Seit diesem Jahr wird erneut auf Bundesebene eine Reform des Insolvenzrechts, vor allem auch Änderungen im Verbraucherinsolvenzverfahren auf der sogenannten „Zweiten Stufe“ diskutiert, wie die Bundesjustizministerin auf einer Tagung des Deutschen Insolvenzrechtstags mitteilte. So gebe es Reformbestrebungen, die eine gütliche Einigung des Schuldners mit seinen Gläubigern weiter fördern sollen. Dabei steht zum einen die Stärkung der vorgerichtlichen Einigung im Zentrum.

Weiterhin bestehen Bemühungen, dem Schuldner nach einem Fehlstart zügiger einen Neuanfang zu ermöglichen, so dass der betroffene Schuldner möglichst schnell wieder am Wirtschaftsleben teilnehmen kann. Hierbei steht zur Diskussion, die Dauer der Wohlverhaltensperiode von zur Zeit sechs Jahren auf drei Jahre zu verkürzen, wobei jedoch noch zahlreiche Folgeprobleme zu bewältigen sein werden. Es darf nicht nur einseitig auf die Rechte und Chancen des Schuldners abgestellt werden, vielmehr dürfen auch dessen Gläubiger und die Länderhaushalte, also letztlich die Steuerzahler, nicht außen vor gelassen werden. Wird die Wohlverhaltensperiode auf drei Jahre reduziert, sinken auch die Chancen der Gläubiger an ihr Geld zu kommen. Ebenso verschlechtern sich die Chancen des Staatskasse die zumeist gestundeten Verfahrenskosten bei einer Verkürzung der Wohlverhaltensperiode beizutreiben, was letztlich zu Lasten der Gesamtheit geht. Als Folge dieser Risiken wird zu prüfen sein, ob die Erteilung der Restschuldbefreiung an zusätzlich Voraussetzungen zu knüpfen sein wird. In Betracht käme sowohl die Erfüllung einer Mindestbefriedigungsquote als auch die Deckung der Verfahrenskosten (so in Österreich).
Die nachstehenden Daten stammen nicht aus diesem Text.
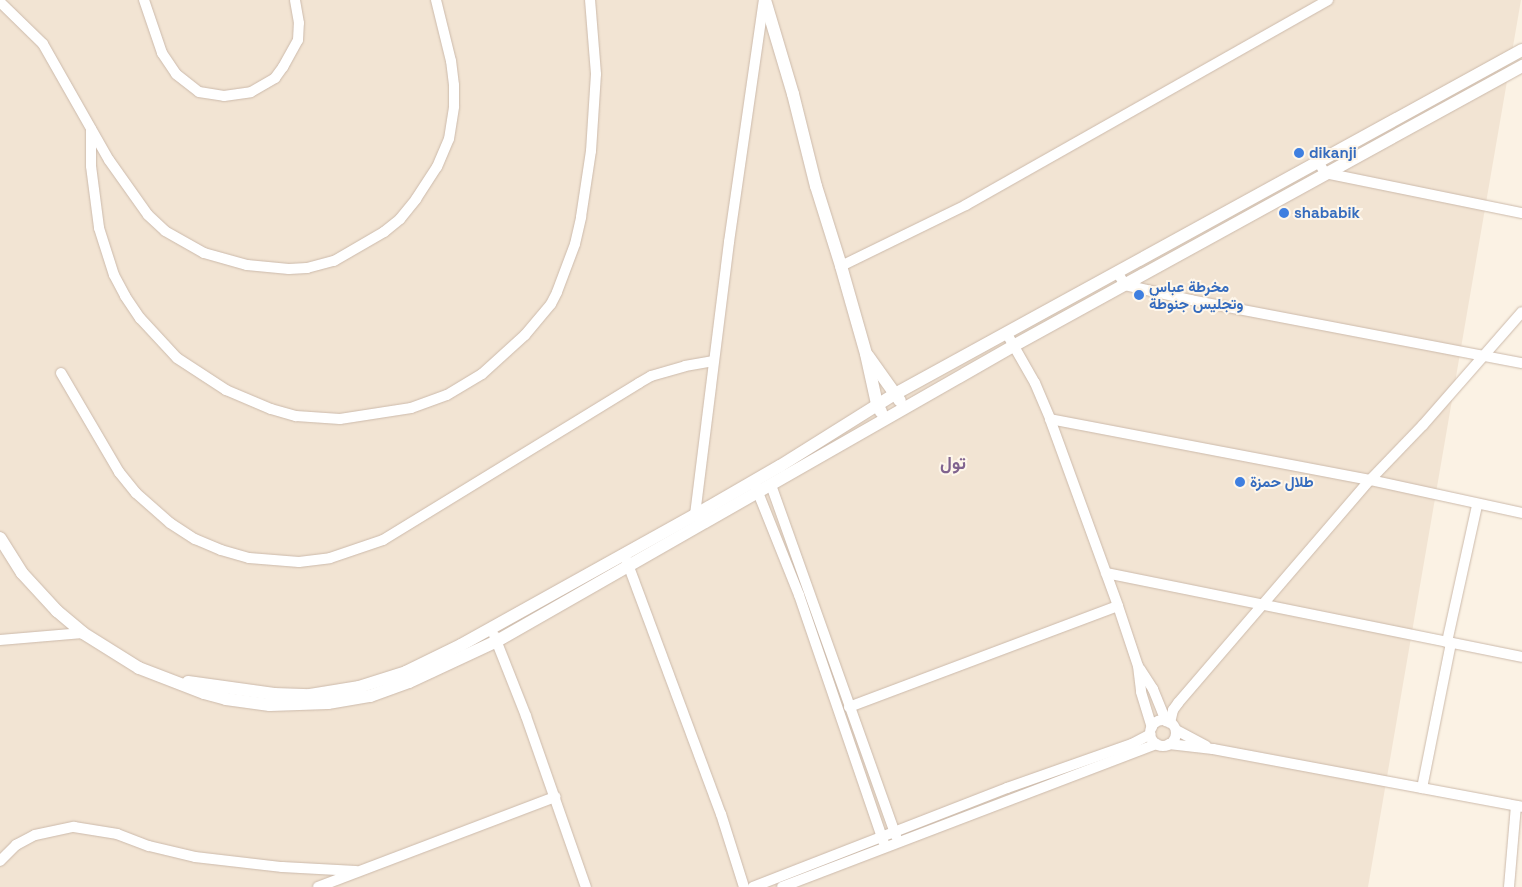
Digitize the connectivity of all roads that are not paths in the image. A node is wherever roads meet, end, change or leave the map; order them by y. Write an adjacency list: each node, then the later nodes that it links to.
1 (144, 0): 2 (street)
2 (295, 0)
3 (436, 0): 10 (street)
4 (590, 0): 10 (street)
5 (764, 0): 15 (street); 22 (street)
6 (1328, 0): 15 (street)
7 (0, 2): 10 (street)
8 (1522, 50): 11 (street)
9 (1522, 66): 11 (street)
10 (91, 129)
11 (1322, 168): 12 (street); 13 (street); 14 (street)
12 (1522, 213)
13 (1196, 228): 14 (street); 16 (street)
14 (1202, 240): 17 (street)
15 (841, 266): 20 (street)
16 (1117, 272): 17 (street); 19 (street)
17 (1124, 285): 19 (street); 21 (street)
18 (1522, 312): 21 (street)
19 (1011, 339): 25 (street); 27 (street); 28 (street)
20 (866, 354): 25 (street); 26 (street)
21 (1483, 355): 23 (street); 30 (street)
22 (714, 361): 24 (street); 35 (street)
23 (1522, 364)
24 (61, 373)
25 (896, 394): 26 (street); 27 (street)
26 (877, 404): 29 (street); 32 (street)
27 (905, 409): 29 (street)
28 (1050, 419): 30 (street); 38 (street)
29 (886, 420): 31 (street)
30 (1370, 480): 33 (street); 39 (street)
31 (772, 485): 32 (street); 45 (street)
32 (756, 487): 35 (street); 37 (street); 45 (street)
33 (1477, 505): 34 (street); 46 (street)
34 (1522, 513)
35 (695, 515): 37 (street)
36 (0, 538): 42 (street)
37 (627, 560): 41 (street); 44 (street); 67 (street)
38 (1106, 573): 39 (street); 40 (street)
39 (1263, 605): 46 (street); 53 (street)
40 (1118, 606): 49 (street); 52 (street)
41 (490, 629): 44 (street); 51 (street)
42 (83, 633): 43 (street); 51 (street)
43 (0, 640)
44 (497, 640): 51 (street); 59 (street)
45 (820, 640): 48 (street); 50 (street)
46 (1449, 643): 47 (street); 58 (street)
47 (1522, 657)
48 (835, 666): 50 (street); 52 (street)
49 (1138, 666): 53 (street); 54 (street)
50 (824, 670): 62 (street)
51 (176, 681)
52 (849, 707): 61 (street)
53 (1171, 724): 54 (street); 56 (street); 57 (street)
54 (1152, 731): 55 (street); 61 (street)
55 (1157, 744): 56 (street); 61 (street)
56 (1169, 744): 57 (street)
57 (1213, 749): 58 (street)
58 (1422, 788): 60 (street)
59 (555, 797): 64 (street); 66 (street)
60 (1519, 806): 70 (street)
61 (896, 837): 62 (street)
62 (883, 842): 68 (street); 69 (street)
63 (0, 861): 64 (street)
64 (356, 871): 65 (street)
65 (318, 887)
66 (586, 887)
67 (744, 887)
68 (753, 887)
69 (782, 887)
70 (1509, 887)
Ferner wird seitens des Bundesjustizministeriums überlegt, ob nicht sogar ein Sanierungsverfahren im Vorfeld einer Insolvenz eingeführt werden könnte, um so bereits der Durchführung eines Insolvenzverfahrens vorzubeugen. Wie genau ein solches auszugestalten ist, kann zur Zeit noch nicht abgesehen werden. Allerdings hat dieser Gedanke bereits in anderen Länder der Europäischen Union Einzug gefunden, so in Frankreich und Großbritannien, in denen durch ein vorgeschaltetes Sanierungsverfahren eine drohende Insolvenz abgewendet werden kann. Jedoch sind auch hier die weitreichenden Folgen nicht zu unterschätzen. Ein eigenständiges Sanierungsverfahren müsste mit dem bestehenden Insolvenzverfahren ein einheitliches Konzept bilden und es müssten bereits in diesem vorgelagertem Stadium sowohl für den Schuldner als auch für die Gläubiger entsprechende Schutzmaßnahmen geschaffen werden. In diesem Sinne ist zu bedenken, dass diese Möglichkeit nicht jedem Schuldner offen stehen kann, insbesondere in dem Fall, dass der Schuldner unkontrolliert die noch vorhandene Masse für einen Sanierungsversuch verbraucht, ohne dass ein solcher überhaupt Aussicht auf Erfolg hat und damit die Durchführung eines Insolvenzverfahrens erheblich erschwert.

Es bleibt also abzuwarten, wie weit die angedachten Veränderung nun tatsächlich durchgesetzt und ausgestaltet werden können. Mit einer Umsetzung wird vermutlich im Herbst diesen Jahres zu rechnen sein, jedoch endgültige Regelungen können erst Ende nächsten Jahres erwartet werden.